++++ Information ++++

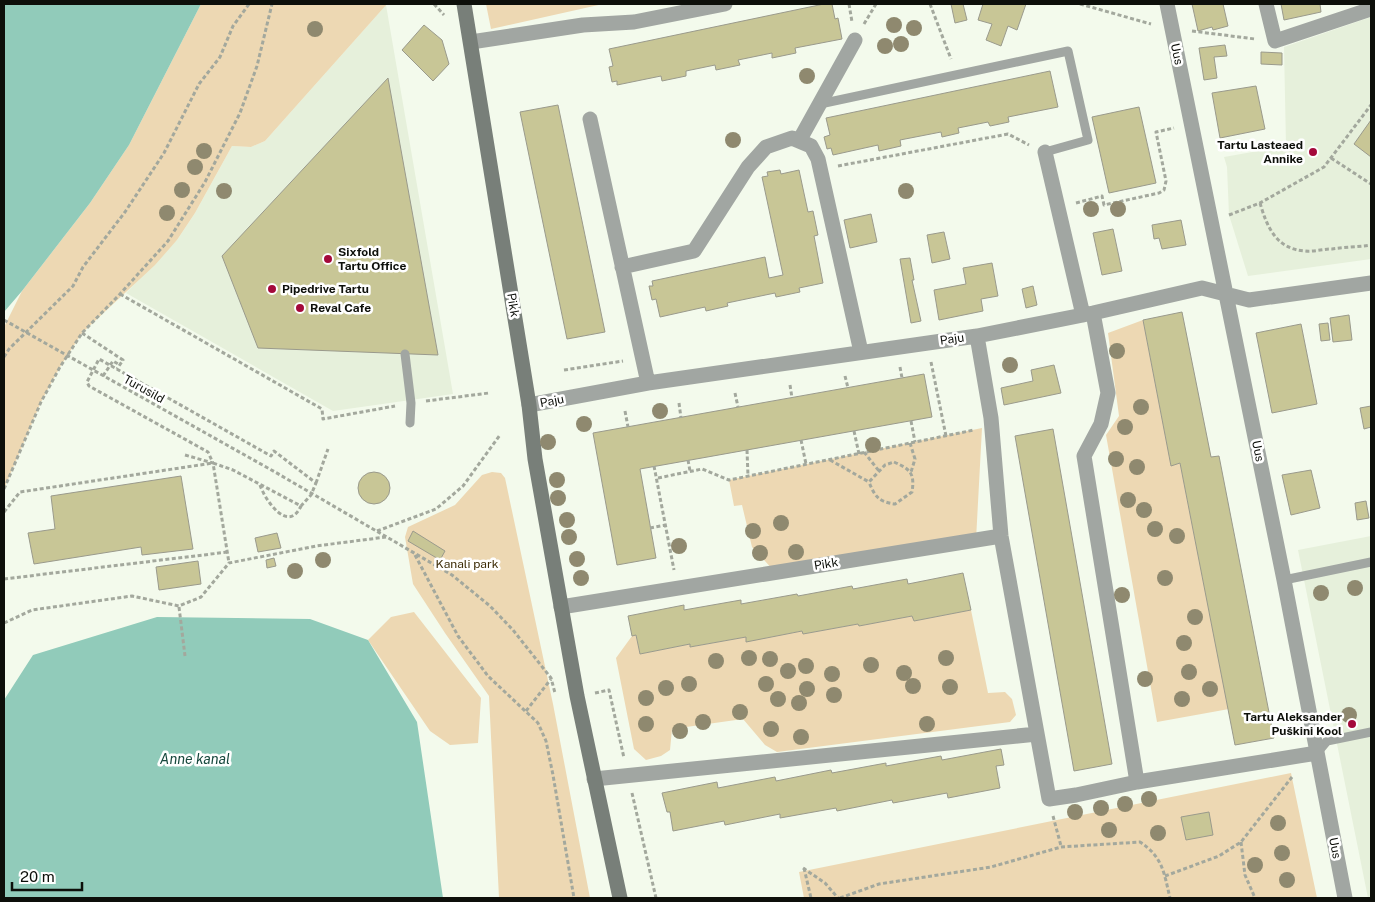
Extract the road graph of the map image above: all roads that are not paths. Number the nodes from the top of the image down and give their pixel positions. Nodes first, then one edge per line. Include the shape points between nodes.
1 (464, 4) edge
2 (724, 4) edge
3 (1166, 4) edge
4 (1266, 4) edge
5 (1371, 10) edge
6 (855, 40) dead end
7 (471, 42) junction
8 (820, 104) junction
9 (590, 119) dead end
10 (799, 141) junction
11 (1046, 152) joint
12 (622, 267) junction
13 (1371, 283) edge
14 (1227, 295) junction
15 (1088, 314) junction
16 (977, 336) junction
17 (861, 352) junction
18 (405, 354) dead end
19 (648, 383) junction
20 (529, 405) junction
21 (410, 423) dead end
22 (1001, 536) junction
23 (1371, 562) edge
24 (1284, 580) junction
25 (561, 607) junction
26 (1371, 732) edge
27 (1037, 734) junction
28 (1317, 753) junction
29 (594, 779) junction
30 (1137, 782) junction
31 (620, 898) edge
32 (1345, 898) edge

1 - 7 street, Pikk
2 - 7 street via 634,22 583,25
3 - 14 street, Uus
4 - 5 street via 1274,41
6 - 8 street
7 - 20 street, Pikk
8 - 10 street
8 - 11 lane via 1068,51 1088,140
9 - 12 street
10 - 12 street via 792,138 766,147 748,167 694,251
10 - 17 street via 811,146 818,159
11 - 15 street
12 - 19 street
13 - 14 street, Paju via 1249,300
14 - 15 street, Paju via 1202,288
14 - 24 street, Uus
15 - 16 street, Paju
15 - 30 street via 1108,393 1101,424 1084,456
16 - 17 street, Paju
16 - 22 street
17 - 19 street, Paju
18 - 21 lane
19 - 20 street, Paju
20 - 25 street, Pikk via 534,459
22 - 25 street, Pikk
22 - 27 street
23 - 24 lane
24 - 28 street, Uus
25 - 29 street, Pikk
26 - 28 lane via 1327,741
27 - 29 street
27 - 30 street via 1049,799
28 - 30 street
28 - 32 street, Uus
29 - 31 street, Pikk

++++

■ What you need to do
If a record holds a picture, drop the picture and return the rest of it exactly.

■ Answer box
Extract the road graph of the map image above: all roads that are not paths. Number the nodes from the top of the image down and give their pixel positions. Nodes first, then one edge per line. Include the shape points between nodes.
1 (464, 4) edge
2 (724, 4) edge
3 (1166, 4) edge
4 (1266, 4) edge
5 (1371, 10) edge
6 (855, 40) dead end
7 (471, 42) junction
8 (820, 104) junction
9 (590, 119) dead end
10 (799, 141) junction
11 (1046, 152) joint
12 (622, 267) junction
13 (1371, 283) edge
14 (1227, 295) junction
15 (1088, 314) junction
16 (977, 336) junction
17 (861, 352) junction
18 (405, 354) dead end
19 (648, 383) junction
20 (529, 405) junction
21 (410, 423) dead end
22 (1001, 536) junction
23 (1371, 562) edge
24 (1284, 580) junction
25 (561, 607) junction
26 (1371, 732) edge
27 (1037, 734) junction
28 (1317, 753) junction
29 (594, 779) junction
30 (1137, 782) junction
31 (620, 898) edge
32 (1345, 898) edge

1 - 7 street, Pikk
2 - 7 street via 634,22 583,25
3 - 14 street, Uus
4 - 5 street via 1274,41
6 - 8 street
7 - 20 street, Pikk
8 - 10 street
8 - 11 lane via 1068,51 1088,140
9 - 12 street
10 - 12 street via 792,138 766,147 748,167 694,251
10 - 17 street via 811,146 818,159
11 - 15 street
12 - 19 street
13 - 14 street, Paju via 1249,300
14 - 15 street, Paju via 1202,288
14 - 24 street, Uus
15 - 16 street, Paju
15 - 30 street via 1108,393 1101,424 1084,456
16 - 17 street, Paju
16 - 22 street
17 - 19 street, Paju
18 - 21 lane
19 - 20 street, Paju
20 - 25 street, Pikk via 534,459
22 - 25 street, Pikk
22 - 27 street
23 - 24 lane
24 - 28 street, Uus
25 - 29 street, Pikk
26 - 28 lane via 1327,741
27 - 29 street
27 - 30 street via 1049,799
28 - 30 street
28 - 32 street, Uus
29 - 31 street, Pikk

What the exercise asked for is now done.